This world of ours is in chaos, so I’m seeking solace in organizing my own world. You’re welcome to join me in this escape 🙂
First off, the big news! The world of At War’s Edge finally has a name: Ellur.
- Linguistic side note: one of Ellur’s most ancient languages, Iledrin, is a relative to both Basque and Proto-Uralic (don’t ask how). Lur is “land, earth” in Basque, and *elä- is a Proto-Uralic root that means “to live”. So, in Iledrin, Ellur is something like “land of life”. End of side note.
So, what is Ellur? It’s Earth, in a parallel universe. In a very different parallel universe.
It’s hard to pinpoint when exactly the two universes diverged, since nobody in either of them knows how they started. What is clear is how they diverged: Ellur has the fifth (or is it sixth, now?) fundamental interaction, which is absent from Earth. Scholars call it the thaumic interaction, but it’s more commonly referred to as magic.
Billions of years ago, when Ellur was capturing its moon and forming its continents, its thaumic field was already very strong.
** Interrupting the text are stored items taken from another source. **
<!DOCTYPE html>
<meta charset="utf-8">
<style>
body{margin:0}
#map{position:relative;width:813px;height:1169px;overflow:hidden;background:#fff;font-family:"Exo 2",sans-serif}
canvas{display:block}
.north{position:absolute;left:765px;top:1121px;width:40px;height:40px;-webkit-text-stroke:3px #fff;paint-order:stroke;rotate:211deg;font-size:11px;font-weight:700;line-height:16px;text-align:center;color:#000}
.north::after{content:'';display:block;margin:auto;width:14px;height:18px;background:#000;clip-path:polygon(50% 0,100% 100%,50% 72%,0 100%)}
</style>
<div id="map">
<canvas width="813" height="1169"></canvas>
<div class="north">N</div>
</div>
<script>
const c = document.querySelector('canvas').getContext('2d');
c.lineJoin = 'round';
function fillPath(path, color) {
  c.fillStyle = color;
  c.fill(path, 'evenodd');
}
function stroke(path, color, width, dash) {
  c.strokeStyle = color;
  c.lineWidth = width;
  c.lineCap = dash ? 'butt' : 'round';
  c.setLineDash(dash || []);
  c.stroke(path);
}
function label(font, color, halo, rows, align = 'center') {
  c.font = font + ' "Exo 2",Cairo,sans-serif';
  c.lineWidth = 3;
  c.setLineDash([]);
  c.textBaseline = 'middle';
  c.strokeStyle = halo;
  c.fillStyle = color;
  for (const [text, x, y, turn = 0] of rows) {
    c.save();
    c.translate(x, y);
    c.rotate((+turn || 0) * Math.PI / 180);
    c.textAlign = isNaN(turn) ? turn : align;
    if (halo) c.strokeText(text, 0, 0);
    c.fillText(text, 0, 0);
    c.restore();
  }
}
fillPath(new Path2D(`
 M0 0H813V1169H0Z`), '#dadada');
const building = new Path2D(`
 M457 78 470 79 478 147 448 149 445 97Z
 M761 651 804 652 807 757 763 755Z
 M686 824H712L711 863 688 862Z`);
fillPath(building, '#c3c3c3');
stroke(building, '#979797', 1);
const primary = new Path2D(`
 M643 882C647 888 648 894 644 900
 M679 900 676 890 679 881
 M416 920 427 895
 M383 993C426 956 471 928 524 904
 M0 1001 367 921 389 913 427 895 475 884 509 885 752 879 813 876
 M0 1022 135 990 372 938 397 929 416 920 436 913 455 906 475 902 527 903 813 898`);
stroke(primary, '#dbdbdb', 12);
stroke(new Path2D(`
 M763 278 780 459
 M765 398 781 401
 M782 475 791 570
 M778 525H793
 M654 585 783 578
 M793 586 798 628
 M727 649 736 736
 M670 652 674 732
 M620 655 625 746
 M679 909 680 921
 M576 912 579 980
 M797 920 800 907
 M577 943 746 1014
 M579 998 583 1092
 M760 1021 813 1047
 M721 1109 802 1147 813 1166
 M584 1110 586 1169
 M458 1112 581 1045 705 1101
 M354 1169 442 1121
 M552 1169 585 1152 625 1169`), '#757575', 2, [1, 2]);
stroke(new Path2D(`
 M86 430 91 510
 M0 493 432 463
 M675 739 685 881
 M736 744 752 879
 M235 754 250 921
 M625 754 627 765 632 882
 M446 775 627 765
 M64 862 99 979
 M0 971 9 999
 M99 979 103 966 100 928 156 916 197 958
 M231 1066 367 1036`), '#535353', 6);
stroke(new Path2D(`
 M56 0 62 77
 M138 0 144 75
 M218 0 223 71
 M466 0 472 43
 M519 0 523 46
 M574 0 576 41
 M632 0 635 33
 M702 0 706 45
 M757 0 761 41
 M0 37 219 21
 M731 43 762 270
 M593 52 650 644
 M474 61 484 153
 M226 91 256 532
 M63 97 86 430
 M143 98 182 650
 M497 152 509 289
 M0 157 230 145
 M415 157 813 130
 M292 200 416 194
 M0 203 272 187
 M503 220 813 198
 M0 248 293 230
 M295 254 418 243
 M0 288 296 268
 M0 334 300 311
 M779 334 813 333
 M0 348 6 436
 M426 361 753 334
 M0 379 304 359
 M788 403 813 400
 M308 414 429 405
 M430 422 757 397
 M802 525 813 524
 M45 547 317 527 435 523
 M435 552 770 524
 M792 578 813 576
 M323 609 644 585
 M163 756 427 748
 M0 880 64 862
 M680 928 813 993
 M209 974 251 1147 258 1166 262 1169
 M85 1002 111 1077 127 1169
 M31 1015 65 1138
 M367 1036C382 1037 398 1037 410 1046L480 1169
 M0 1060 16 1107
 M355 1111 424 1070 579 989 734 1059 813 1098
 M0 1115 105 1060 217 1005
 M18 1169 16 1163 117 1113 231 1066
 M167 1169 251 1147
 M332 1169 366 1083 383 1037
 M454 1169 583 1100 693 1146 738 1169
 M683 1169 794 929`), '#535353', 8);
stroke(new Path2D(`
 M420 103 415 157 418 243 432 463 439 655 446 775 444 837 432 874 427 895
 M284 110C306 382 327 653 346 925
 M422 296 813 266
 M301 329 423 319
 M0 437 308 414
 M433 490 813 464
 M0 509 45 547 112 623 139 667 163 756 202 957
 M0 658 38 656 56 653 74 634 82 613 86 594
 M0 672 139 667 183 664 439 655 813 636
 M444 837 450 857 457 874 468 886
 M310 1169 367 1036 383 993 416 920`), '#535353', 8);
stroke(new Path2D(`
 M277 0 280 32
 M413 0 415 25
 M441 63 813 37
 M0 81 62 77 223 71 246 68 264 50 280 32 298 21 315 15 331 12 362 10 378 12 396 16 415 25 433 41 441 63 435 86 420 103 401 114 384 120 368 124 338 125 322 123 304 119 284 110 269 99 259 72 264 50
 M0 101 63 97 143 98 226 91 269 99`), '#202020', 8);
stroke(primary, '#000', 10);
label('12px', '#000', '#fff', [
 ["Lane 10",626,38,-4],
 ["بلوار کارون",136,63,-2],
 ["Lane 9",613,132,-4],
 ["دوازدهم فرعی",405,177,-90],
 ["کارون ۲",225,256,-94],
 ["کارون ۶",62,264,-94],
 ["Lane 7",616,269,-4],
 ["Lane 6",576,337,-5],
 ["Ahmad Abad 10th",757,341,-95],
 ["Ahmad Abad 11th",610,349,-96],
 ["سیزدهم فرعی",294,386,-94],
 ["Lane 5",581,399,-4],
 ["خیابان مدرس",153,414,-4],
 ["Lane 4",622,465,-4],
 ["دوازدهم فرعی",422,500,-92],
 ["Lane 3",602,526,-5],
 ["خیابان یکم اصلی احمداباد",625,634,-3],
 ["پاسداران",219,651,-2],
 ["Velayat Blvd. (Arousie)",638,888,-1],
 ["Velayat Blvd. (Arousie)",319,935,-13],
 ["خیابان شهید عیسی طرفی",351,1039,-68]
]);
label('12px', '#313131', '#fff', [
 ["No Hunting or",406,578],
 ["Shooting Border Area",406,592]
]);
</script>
As a result, life on Ellur emerged earlier and in a whole different way than it did on Earth.
That first life was the leralath (singular lerale). The leralath are sentient manifestations of several different natural forces, elements, and even processes. Why some natural forces became sentient and not others is unclear, and, in general, very little is known of their beginnings and nature. Most of them are reluctant, or perhaps unable, to communicate with other life forms. It seems that their sentience varies, and those who do possess it only developed it gradually. If any of them have clear memories of the planet’s formation, they haven’t shared them. The twelve most communicative leralath in later ages became known as the Great Spirits, but some scholars theorize that everything on Ellur is in fact a lerale.
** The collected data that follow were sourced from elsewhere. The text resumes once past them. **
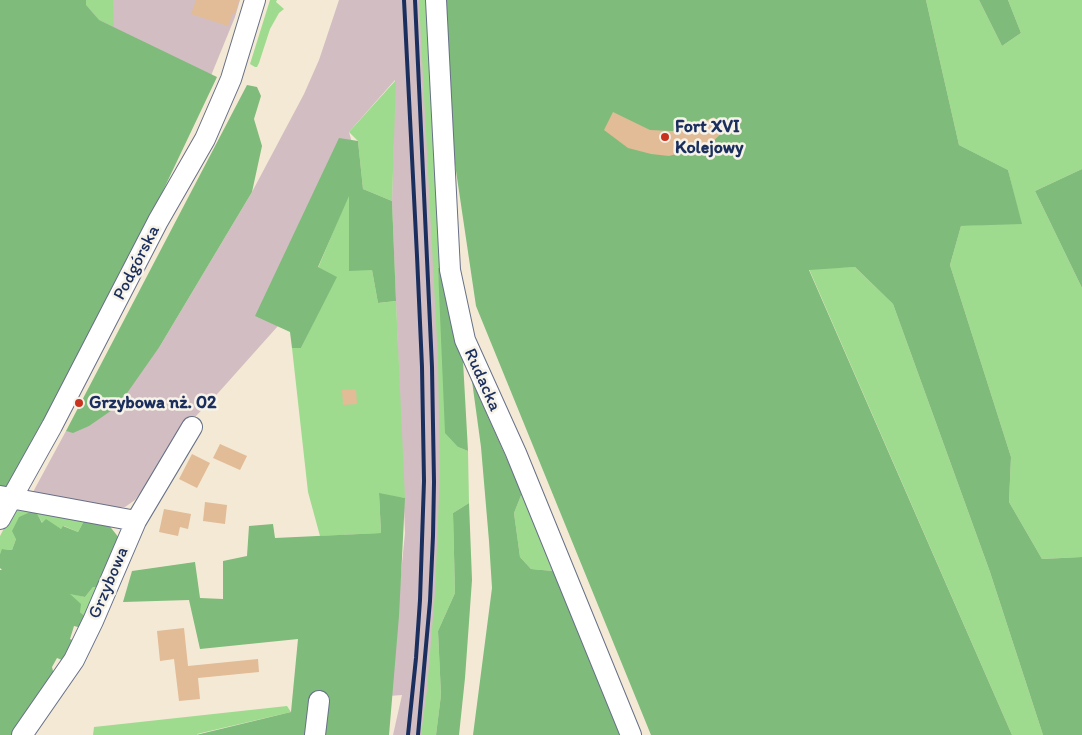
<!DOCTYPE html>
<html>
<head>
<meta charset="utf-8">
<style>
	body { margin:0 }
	canvas { display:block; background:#f3e9d4 }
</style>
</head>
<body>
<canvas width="1082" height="735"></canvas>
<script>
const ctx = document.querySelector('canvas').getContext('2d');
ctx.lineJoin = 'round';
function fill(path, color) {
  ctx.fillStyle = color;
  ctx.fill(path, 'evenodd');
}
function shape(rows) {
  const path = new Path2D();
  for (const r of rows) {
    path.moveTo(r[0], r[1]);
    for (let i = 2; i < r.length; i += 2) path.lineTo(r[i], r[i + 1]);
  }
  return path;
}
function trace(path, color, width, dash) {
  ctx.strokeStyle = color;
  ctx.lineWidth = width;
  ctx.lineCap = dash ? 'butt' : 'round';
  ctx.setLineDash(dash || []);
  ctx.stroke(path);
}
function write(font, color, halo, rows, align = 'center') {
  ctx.font = font + ' Itim,sans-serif';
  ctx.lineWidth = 5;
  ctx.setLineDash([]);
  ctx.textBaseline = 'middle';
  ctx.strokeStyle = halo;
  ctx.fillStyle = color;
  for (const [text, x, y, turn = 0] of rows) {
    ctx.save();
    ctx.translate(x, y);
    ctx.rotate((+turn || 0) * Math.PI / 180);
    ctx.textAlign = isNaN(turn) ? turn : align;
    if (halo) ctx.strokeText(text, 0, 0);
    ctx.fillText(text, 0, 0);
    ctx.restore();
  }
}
const industrial = shape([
	[80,0,240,0,235,17,208,83,73,39],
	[339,0,423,0,449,507,428,735,393,735,402,695,389,696,405,533,392,201,395,80,349,132,358,164,286,317,219,392,196,416,135,500,125,507,117,507,33,492,66,431,73,432,160,346,252,192,304,94,319,60]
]);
const green = shape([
	[86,0,113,0,114,27,99,20,86,5],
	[270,0,277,0,276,2,284,9,279,13,270,29,259,63,257,67,255,67,250,64],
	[419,0,428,0,441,267,438,268,439,282,458,447,468,451,469,503,453,513,455,593,438,631,441,695,436,735,421,735,427,690,435,593,440,472,438,360],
	[926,0,979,0,1002,46,1021,33,1008,0,1082,0,1082,169,1035,191,1082,288,1082,557,1042,559,1009,502,1011,457,950,265,961,226,1021,223,1008,170,959,145],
	[396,80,392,201,363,189,358,141,349,132],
	[349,194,372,270,378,303,396,301,405,498,379,494,381,533,320,536,308,492,292,348,301,348,336,277,318,268],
	[855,267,893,304,990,572,1043,735,1012,735,809,269],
	[522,493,553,571,531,569,520,557,514,513],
	[26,508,85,519,78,532,64,526,61,529,43,524,35,511,16,539,12,550,3,549,0,554,0,536,12,513,17,510],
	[93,587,101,588,87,618,80,612,69,593,85,597],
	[287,706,291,712,197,734,197,735,93,735,94,727]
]);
const forest = shape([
	[0,0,86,0,86,5,99,20,217,77,151,216,0,507],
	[444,0,926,0,959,145,1008,170,1022,224,961,226,950,265,1011,457,1009,502,1042,559,1082,557,1082,735,1043,735,990,572,893,304,855,267,809,270,1012,735,651,735,476,306,447,110],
	[979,0,1008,0,1021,33,1002,46],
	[247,85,257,87,261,96,254,119,262,146,252,192,160,346,118,406,89,426,73,433,66,431],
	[339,138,358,141,363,189,392,201,396,301,378,303,372,270,349,271,349,196,318,267,337,277,301,348,292,348,290,332,255,316],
	[1082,169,1082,288,1035,191],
	[441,267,463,361,468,451,458,447,445,433,438,268],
	[472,381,522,493,514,513,520,557,531,569,553,571,621,735,473,735,492,588,489,541,481,447],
	[379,493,405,498,399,616,389,735,196,735,291,712,298,639,200,649,189,600,123,602,132,571,195,562,200,598,223,599,223,561,247,556,249,526,273,524,275,538,381,533],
	[469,503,472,580,465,678,459,735,436,735,441,695,438,631,455,593,453,513],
	[35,510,42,523,46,519,61,529,63,526,78,532,85,519,108,524,119,538,101,588,93,587,85,597,70,594,81,604,80,612,87,618,82,628,74,626,70,639,78,642,67,662,57,658,52,667,54,675,13,735,0,735,0,570,2,570,0,568,0,554,2,549,12,550,16,539,12,531,19,517]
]);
const building = shape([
	[196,0,239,0,235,14,233,13,228,26,191,14],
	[613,112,650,130,672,131,688,129,714,117,724,131,710,144,692,150,669,156,651,154,628,148,604,130],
	[356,389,357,404,343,405,342,390],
	[220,444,247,456,240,470,213,458],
	[192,454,210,463,197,488,179,479],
	[205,502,227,505,225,524,203,521],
	[164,509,191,514,188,529,180,527,178,536,159,532],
	[184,628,188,666,258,659,259,672,198,678,200,699,179,701,174,659,160,661,157,631]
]);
const minor = shape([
	[436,0,450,270,465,340,516,453,631,735],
	[0,496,136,521],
	[0,519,52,426,158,221,205,139,231,79,255,0],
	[22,735,74,660,93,621,136,521,192,427],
	[315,735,319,701]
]);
const rail = shape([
	[404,0,417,256,422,367,424,481,420,600,416,658,408,735],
	[415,0,432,367,434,482,433,536,430,601,418,735]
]);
const markers = [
	[665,137,5,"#c8321e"],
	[79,403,5,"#c8321e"]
];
const poiNames = [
	["Fort XVI",675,127],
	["Kolejowy",675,148],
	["Grzybowa nż. 02",89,403]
];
const streetNames = [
	["Podgórska",137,263,-63],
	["Rudacka",482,380,66],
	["Grzybowa",109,583,-67]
];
fill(industrial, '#d2bec2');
fill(green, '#9fdb8f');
fill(forest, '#7fbb7a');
fill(building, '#e2bb97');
trace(minor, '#677087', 22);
trace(minor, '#fff', 20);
trace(rail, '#1b2f5e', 4);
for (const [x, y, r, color] of markers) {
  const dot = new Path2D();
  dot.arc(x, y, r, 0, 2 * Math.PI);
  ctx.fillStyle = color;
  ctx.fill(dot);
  trace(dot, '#f7f3e8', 2);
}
write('bold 18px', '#1b2f5e', '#f7f3e8', poiNames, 'left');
write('18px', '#1b2f5e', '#f7f3e8', streetNames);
</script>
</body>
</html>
The presence of the leralth on Ellur drove Ellur and Earth further and further apart as time went on. Consciously or unconsciously, they reshaped landmasses and sent evolution in strange new directions. The scholars still debate whether the otherlings – several intelligent species native to Ellur – are accidental byproducts of the leralath activity, their offspring, their creations, or simply the natural result of evolution in a thaumically-charged environment.